[Information supplied Boundary: Start]

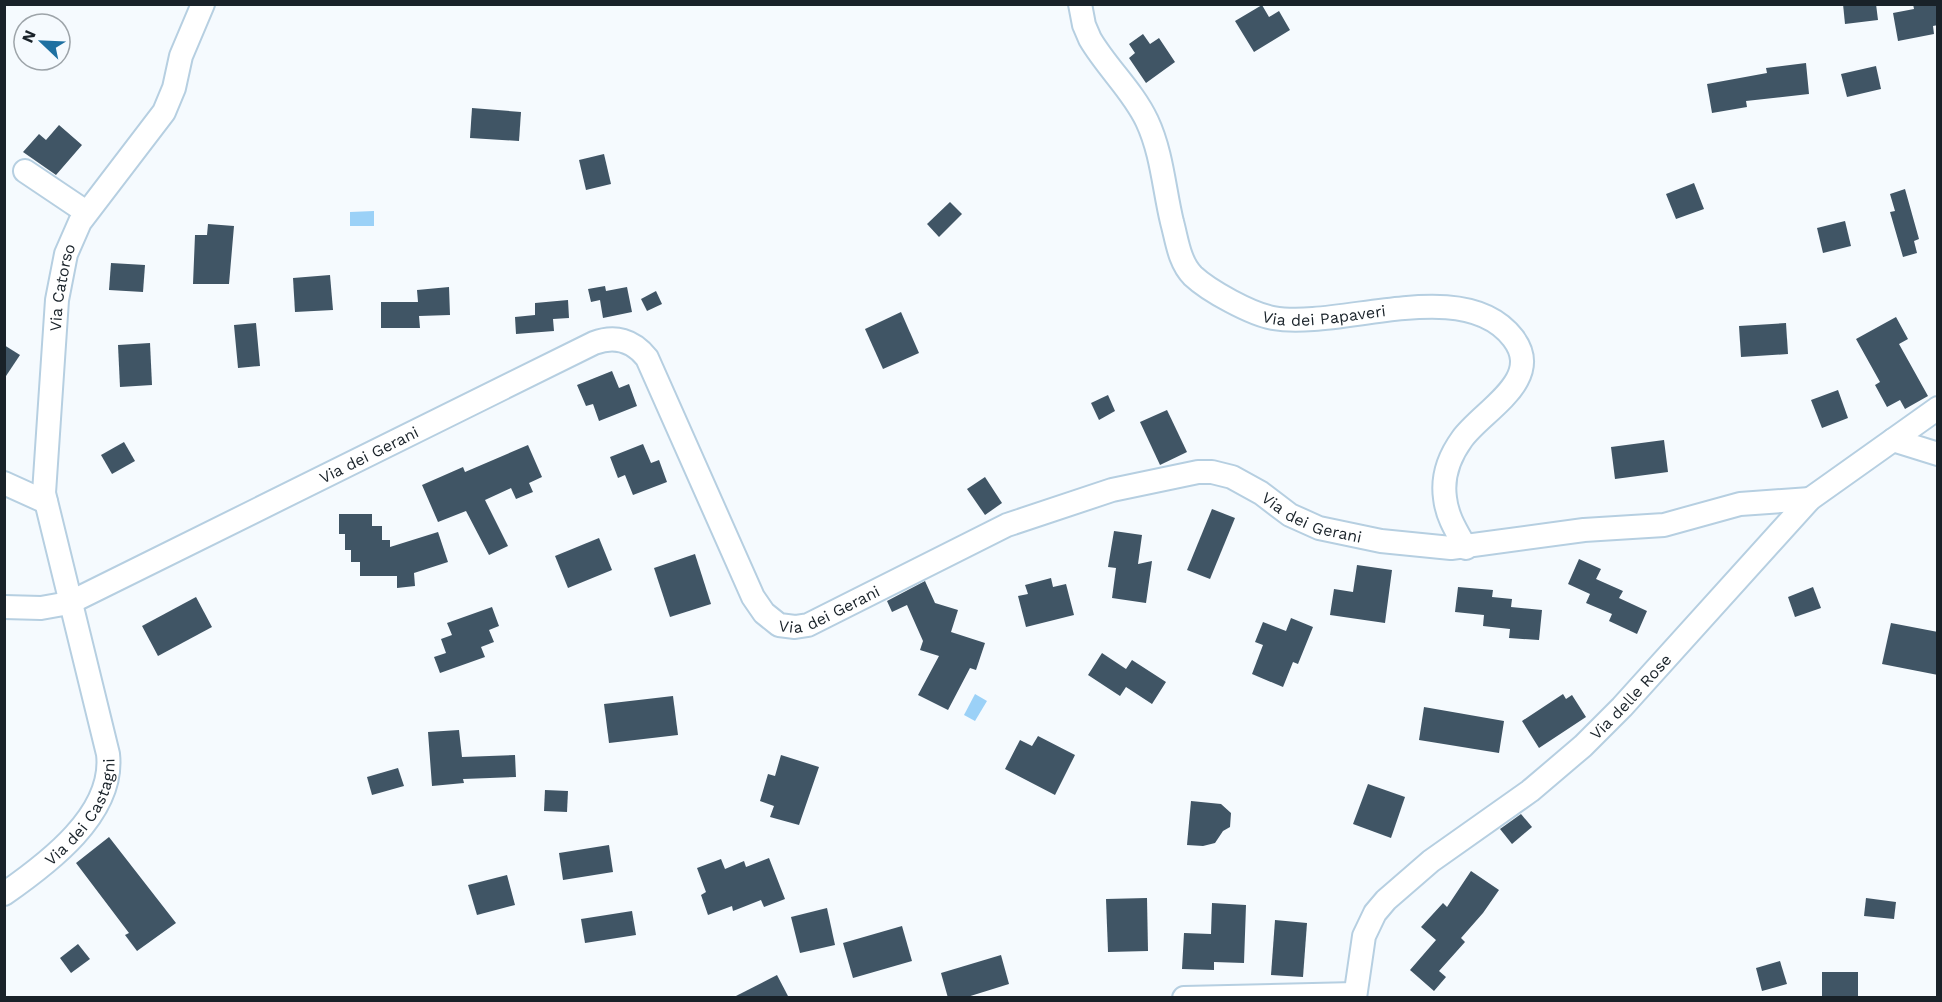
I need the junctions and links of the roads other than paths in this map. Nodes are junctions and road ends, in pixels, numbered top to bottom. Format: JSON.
{"nodes":[{"id":1,"x":204,"y":4,"type":"edge"},
{"id":2,"x":1080,"y":4,"type":"edge"},
{"id":3,"x":25,"y":171,"type":"dead end"},
{"id":4,"x":86,"y":212,"type":"junction"},
{"id":5,"x":1938,"y":408,"type":"edge"},
{"id":6,"x":1893,"y":440,"type":"junction"},
{"id":7,"x":1938,"y":454,"type":"edge"},
{"id":8,"x":4,"y":483,"type":"edge"},
{"id":9,"x":1810,"y":499,"type":"junction"},
{"id":10,"x":46,"y":502,"type":"junction"},
{"id":11,"x":1466,"y":548,"type":"junction"},
{"id":12,"x":69,"y":603,"type":"junction"},
{"id":13,"x":4,"y":607,"type":"edge"},
{"id":14,"x":4,"y":894,"type":"edge"},
{"id":15,"x":1355,"y":996,"type":"edge"},
{"id":16,"x":1184,"y":998,"type":"edge"}],
"edges":[{"from":1,"to":4,"type":"street","name":"Via Catorso"},
{"from":2,"to":11,"type":"street","name":"Via dei Papaveri"},
{"from":3,"to":4,"type":"street"},
{"from":4,"to":10,"type":"street","name":"Via Catorso"},
{"from":5,"to":6,"type":"street","name":"Via delle Rose"},
{"from":6,"to":7,"type":"street"},
{"from":6,"to":9,"type":"street","name":"Via delle Rose"},
{"from":8,"to":10,"type":"street"},
{"from":9,"to":11,"type":"street","name":"Via dei Gerani"},
{"from":9,"to":15,"type":"street","name":"Via delle Rose"},
{"from":10,"to":12,"type":"street","name":"Via Catorso"},
{"from":11,"to":12,"type":"street","name":"Via dei Gerani"},
{"from":12,"to":13,"type":"street","name":"Via dei Gerani"},
{"from":12,"to":14,"type":"street","name":"Via dei Castagni"},
{"from":15,"to":16,"type":"street"}]}
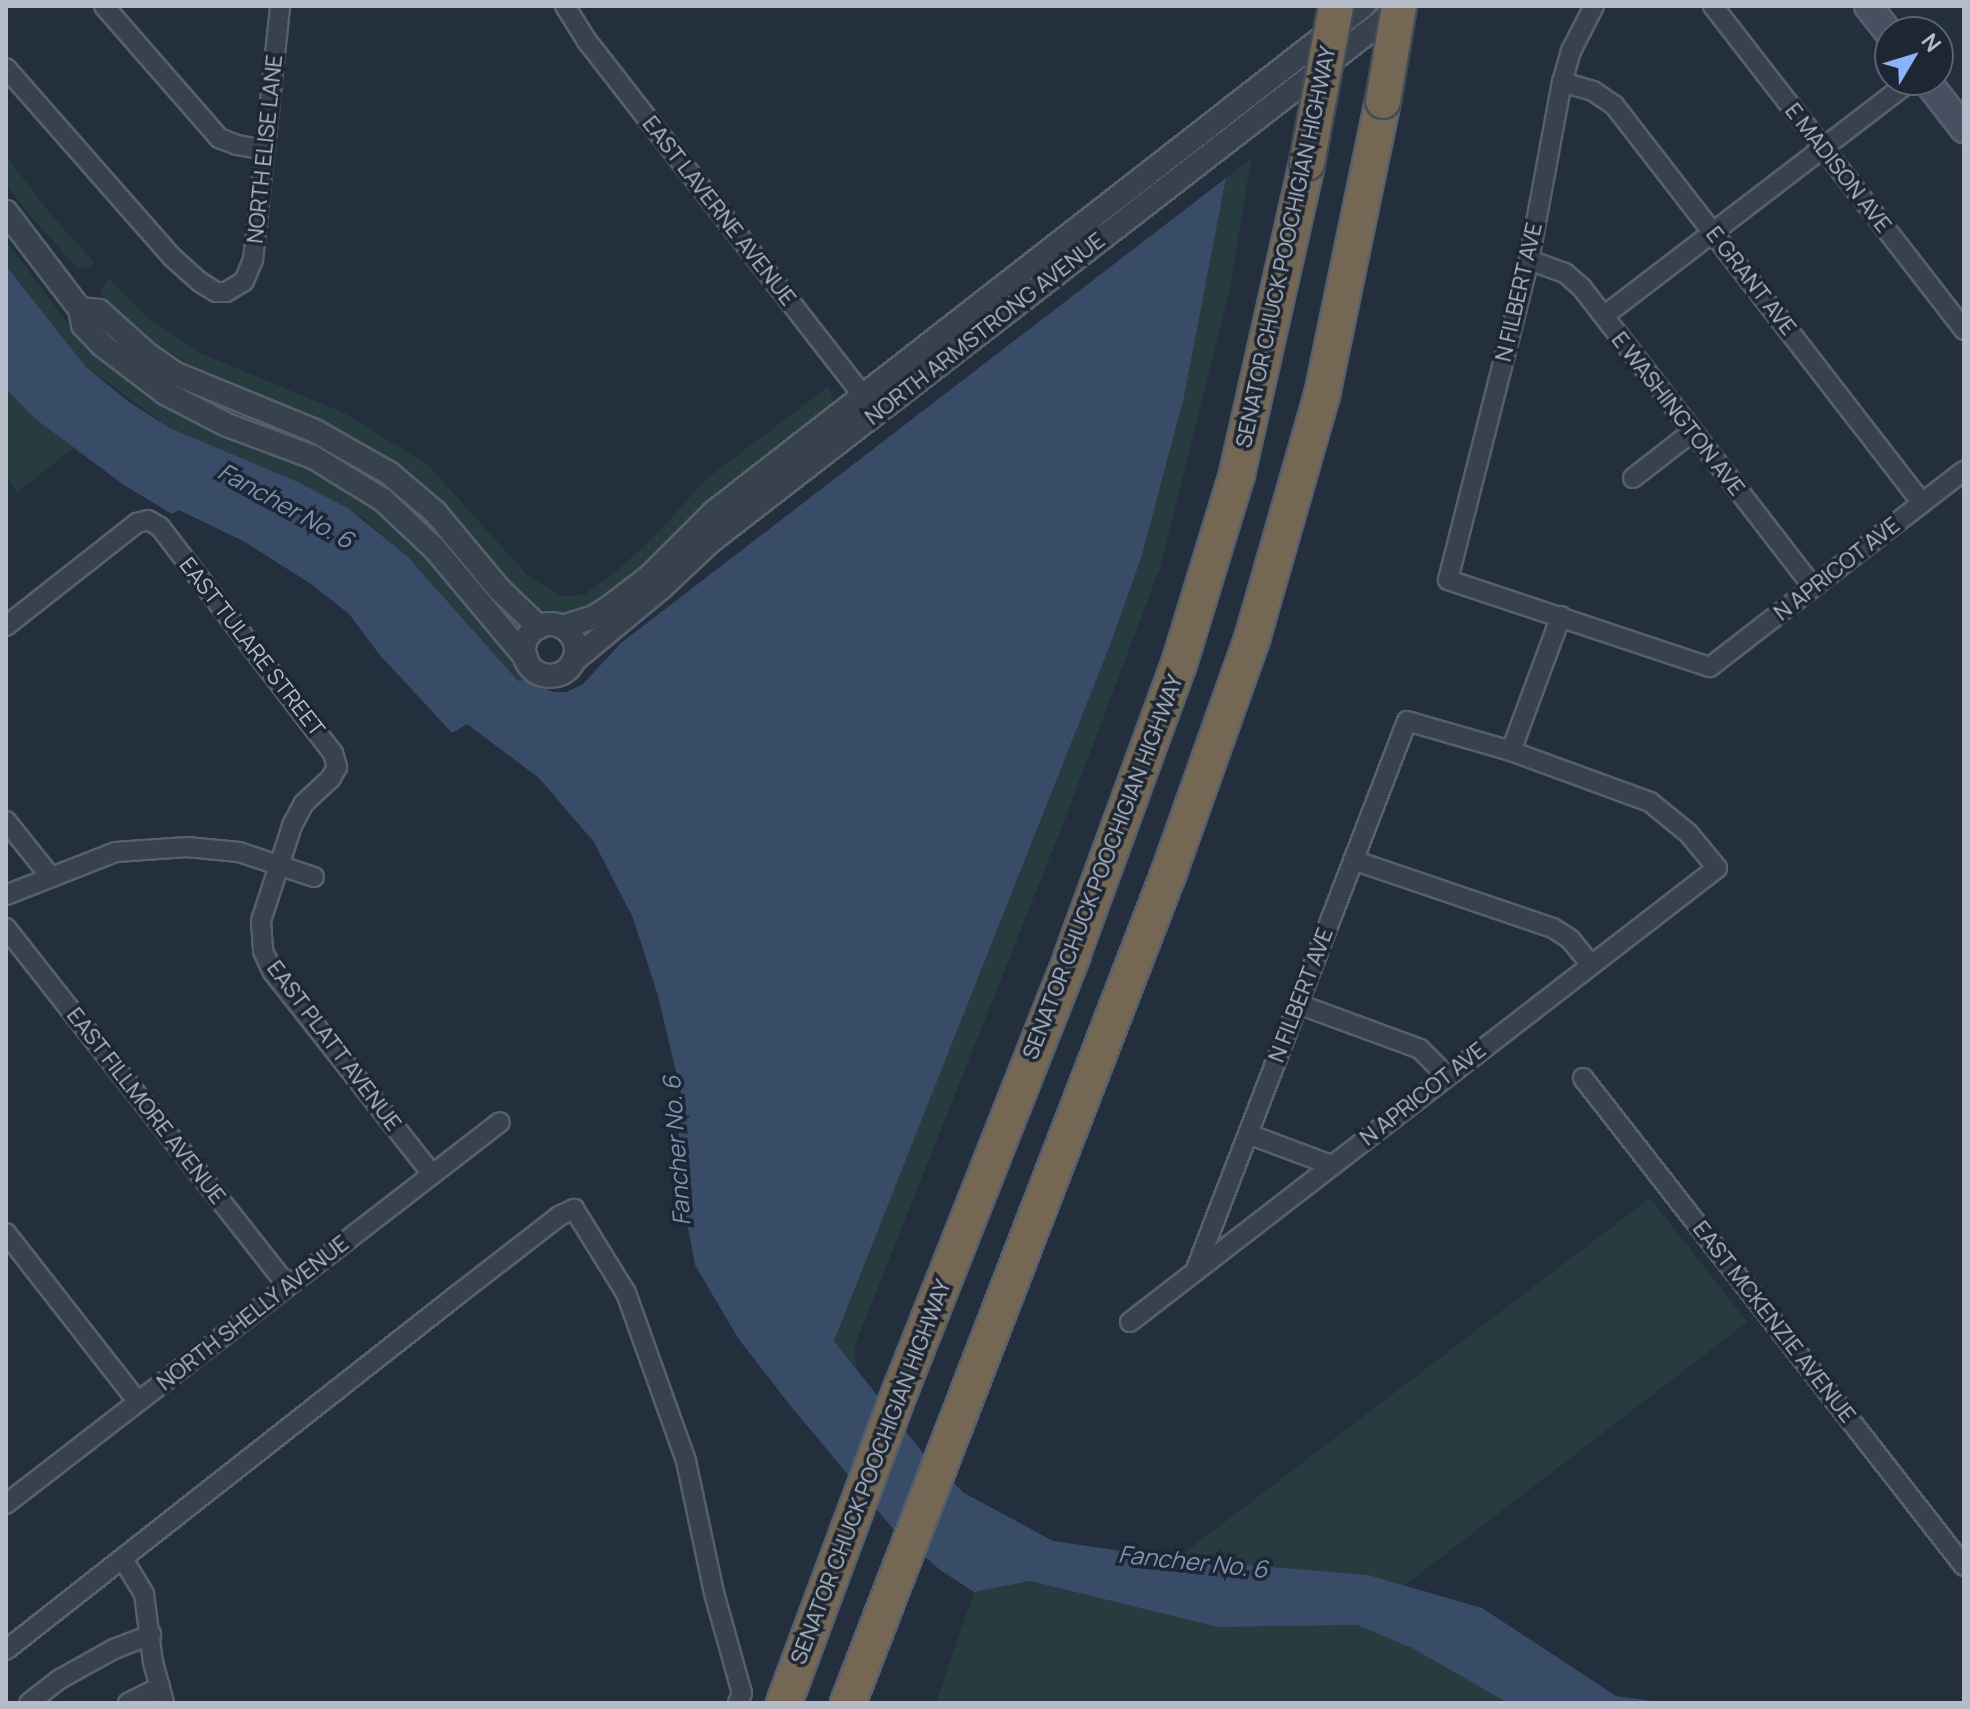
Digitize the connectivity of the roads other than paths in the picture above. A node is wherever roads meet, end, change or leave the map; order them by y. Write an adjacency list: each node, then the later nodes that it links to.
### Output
1 (104, 6): 15 (street)
2 (280, 6): 15 (street, NORTH ELISE LANE)
3 (565, 6): 22 (street, EAST LAVERNE AVENUE)
4 (1336, 6): 64 (highway, SENATOR CHUCK POOCHIGIAN HIGHWAY, bridge)
5 (1363, 6): 22 (street, NORTH ARMSTRONG AVENUE)
6 (1401, 6): 22 (street, NORTH ARMSTRONG AVENUE); 57 (highway, bridge)
7 (1594, 6): 10 (street, N FILBERT AVE)
8 (1713, 6): 14 (street, E MADISON AVE)
9 (6, 68): 15 (street, NORTH ELISE LANE)
10 (1562, 82): 17 (street, E GRANT AVE); 18 (street, N FILBERT AVE)
11 (1891, 96): 14 (street)
12 (1938, 96): 13 (main road)
13 (1964, 129)
14 (1823, 148): 17 (street); 21 (street, E MADISON AVE)
15 (264, 150)
16 (6, 212): 19 (street)
17 (1714, 232): 20 (street); 26 (street, E GRANT AVE)
18 (1529, 260): 20 (street, E WASHINGTON AVE); 28 (street, N FILBERT AVE)
19 (80, 309): 30 (street); 31 (street)
20 (1604, 316): 23 (street, E WASHINGTON AVE)
21 (1964, 330)
22 (870, 404): 30 (street, NORTH ARMSTRONG AVENUE); 32 (street, NORTH ARMSTRONG AVENUE)
23 (1692, 432): 25 (street); 27 (street, E WASHINGTON AVE)
24 (1964, 471): 26 (street, N APRICOT AVE)
25 (1633, 478)
26 (1922, 503): 27 (street, N APRICOT AVE)
27 (1813, 587): 28 (street, N APRICOT AVE)
28 (1561, 616): 33 (street)
29 (6, 626): 36 (street, EAST TULARE STREET)
30 (551, 627): 31 (street); 32 (street)
31 (526, 658): 32 (street)
32 (574, 660)
33 (1511, 751): 35 (street, N FILBERT AVE); 41 (street, N APRICOT AVE)
34 (6, 821): 37 (street)
35 (1353, 860): 41 (street); 42 (street, N FILBERT AVE)
36 (281, 864): 37 (street); 38 (street); 48 (street, EAST PLATT AVENUE)
37 (50, 876): 39 (street)
38 (314, 877)
39 (6, 895)
40 (6, 928): 51 (street, EAST FILLMORE AVENUE)
41 (1591, 965): 43 (street, N APRICOT AVE)
42 (1298, 1004): 43 (street); 46 (street, N FILBERT AVE)
43 (1447, 1076): 47 (street, N APRICOT AVE)
44 (1583, 1078): 56 (street, EAST MCKENZIE AVENUE)
45 (500, 1122): 48 (street, NORTH SHELLY AVENUE)
46 (1248, 1134): 47 (street); 50 (street, N FILBERT AVE)
47 (1331, 1165): 50 (street, N APRICOT AVE)
48 (432, 1174): 51 (street, NORTH SHELLY AVENUE)
49 (6, 1233): 53 (street)
50 (1196, 1269): 52 (street, N APRICOT AVE)
51 (287, 1285): 53 (street, NORTH SHELLY AVENUE)
52 (1130, 1322)
53 (138, 1402): 54 (street, NORTH SHELLY AVENUE)
54 (6, 1504)
55 (123, 1559): 58 (street); 59 (street); 63 (street)
56 (1964, 1566)
57 (897, 1568): 65 (highway); 66 (highway)
58 (151, 1635): 60 (street); 61 (street)
59 (6, 1650)
60 (162, 1695): 62 (street)
61 (29, 1703)
62 (128, 1703)
63 (738, 1703)
64 (784, 1703)
65 (848, 1703)
66 (870, 1703)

[Information supplied Boundary: End]

### Work instruction
Lines holding the string "roads" must be copied out of the entries above.

### Exercise solution
I need the junctions and links of the roads other than paths in this map. Nodes are junctions and road ends, in pixels, numbered top to bottom. Format: JSON.
Digitize the connectivity of the roads other than paths in the picture above. A node is wherever roads meet, end, change or leave the map; order them by y. Write an adjacency list: each node, then the later nodes that it links to.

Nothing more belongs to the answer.